Studioeditor.io: Browser-basierte Komplettlösung für die Podcast-Produktion
io geht nach Angaben von PodcastingToday ein browserbasierter Audio-Editor live, der Aufnahme, Schnitt, Mix und Export in einem Workspace bündelt.

Mit Studioeditor.io geht nach Angaben von PodcastingToday ein browserbasierter Audio-Editor live, der Aufnahme, Schnitt, Mix und Export in einem Workspace bündelt. Damit verschwindet der Bruch zwischen DAW, Transkript-Tool und Cover-Software – zumindest verspricht das die Ankündigung. Für Produzent:innen von Solo- oder Interviewformaten verschiebt sich damit die Frage: Reicht ein Browser-Workspace für eine Folge, die klanglich trägt?
Was im Workspace tatsächlich läuft
Im Kern liegt ein klassischer Multitrack-Editor: Mehrspuraufnahme mehrerer Eingänge, bis zu drei Online-Gäste parallel, automatisches Ducking für Musik und SFX unter Sprachspuren sowie Projekt- und Notizspeicher. Ergänzend exportiert die Plattform direkt nach plattformspezifischen Loudness-Vorgaben und erlaubt das Gestalten von Cover-Grafiken im Browser. Ein „StudioChat" genanntes Werkzeug soll per Anweisung bestimmte Aufgaben innerhalb des Editors übernehmen – ein KI-Assistent direkt im Signalfluss.
Die kostenpflichtigen Stufen schalten textbasiertes Editieren frei: Sätze oder Wörter werden direkt im Transkript gelöscht, die Audio-Spur folgt automatisch. Dazu kommen automatisches Speech-Cleanup, Pegelangleich, das Kürzen langer Pausen und die Entfernung von Füllwörtern. Ebenfalls kostenpflichtig: automatische Profanity-Erkennung mit Zensur sowie ein Content-Paket pro Episode – Titelvorschläge, Shownotes, Kapitelmarken, Takeaways, Gastvorstellungen und Social-Posts in einem Schritt.
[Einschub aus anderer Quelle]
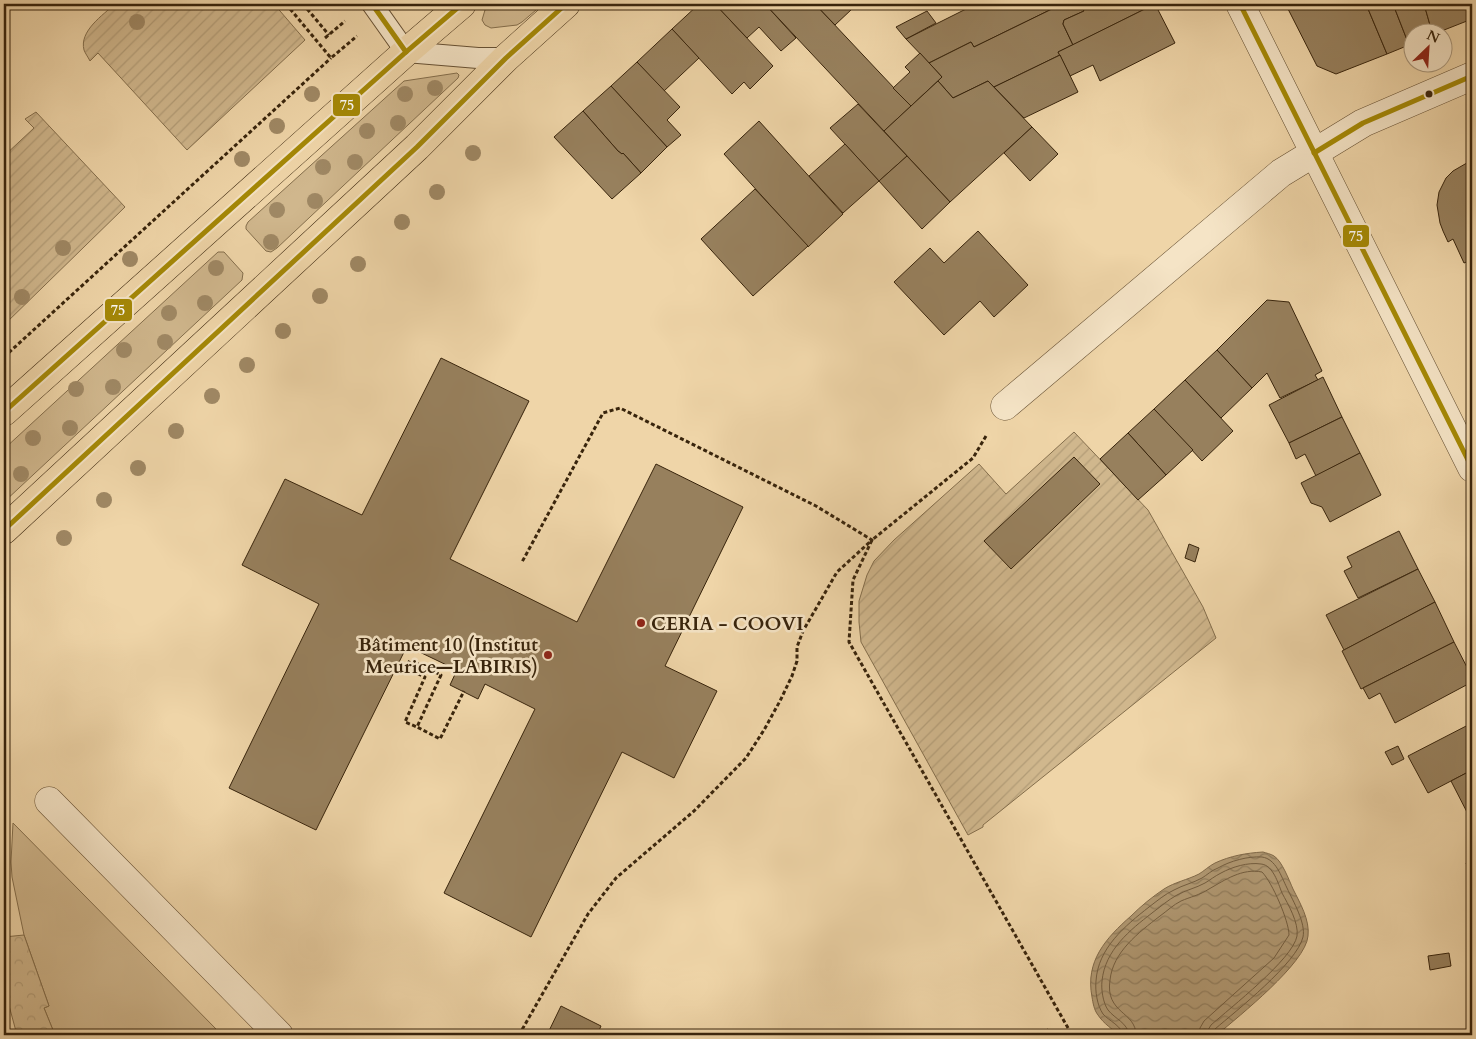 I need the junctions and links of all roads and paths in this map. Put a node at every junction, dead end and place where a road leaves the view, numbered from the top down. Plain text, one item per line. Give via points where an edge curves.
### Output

Drei Mess-Stellen, bevor es live geht
Browser-Architektur heißt: keine lokale Installation, Rechenlast läuft auf dem Server des Anbieters. Drei Wenn-Dann-Szenarien, die sich vor dem produktiven Einsatz messen lassen:
- Wenn das Ducking automatisch greift, muss die Hüllkurve zu Stimme und Musikbett passen – sonst entstehen hörbare Pump-Artefakte statt sauberer Sprachführung. Sichtbar wird das am LUFS- oder Pegelverlauf, nicht am Geschmack.
- Wenn der Export die plattformspezifischen Loudness-Vorgaben trifft, lohnt die Nachmessung am jeweiligen Zielwert. Jede Distribution arbeitet mit eigenem LUFS-Target und True-Peak-Limit – was „optimal" ist, hängt vom Ziel ab.
- Wenn Remote-Gäste über unterschiedliche Leitungen aufnehmen, entscheidet die Sync-Qualität im Multitrack, ob eine Kompressor-Spur nachträglich noch greift oder nur Flickwerk entsteht.
Ein Sprecher von StudioEditor bringt die Ausrichtung auf den Punkt: „Wir wollen professionelles Audio-Editing für alle zugänglich machen – nicht, indem wir fortgeschrittene Funktionen verbergen, sondern indem wir sie verständlicher, einfacher in der Anwendung und vertrauenswürdiger machen." In der Studio-Praxis bleibt offen, wie stabil die KI-gestützte Nachbearbeitung bei Sprache und Transkript tatsächlich arbeitet. Messen, hören, dann entscheiden – die Plattform läuft laut Ankündigung direkt im Browser, ohne Installation.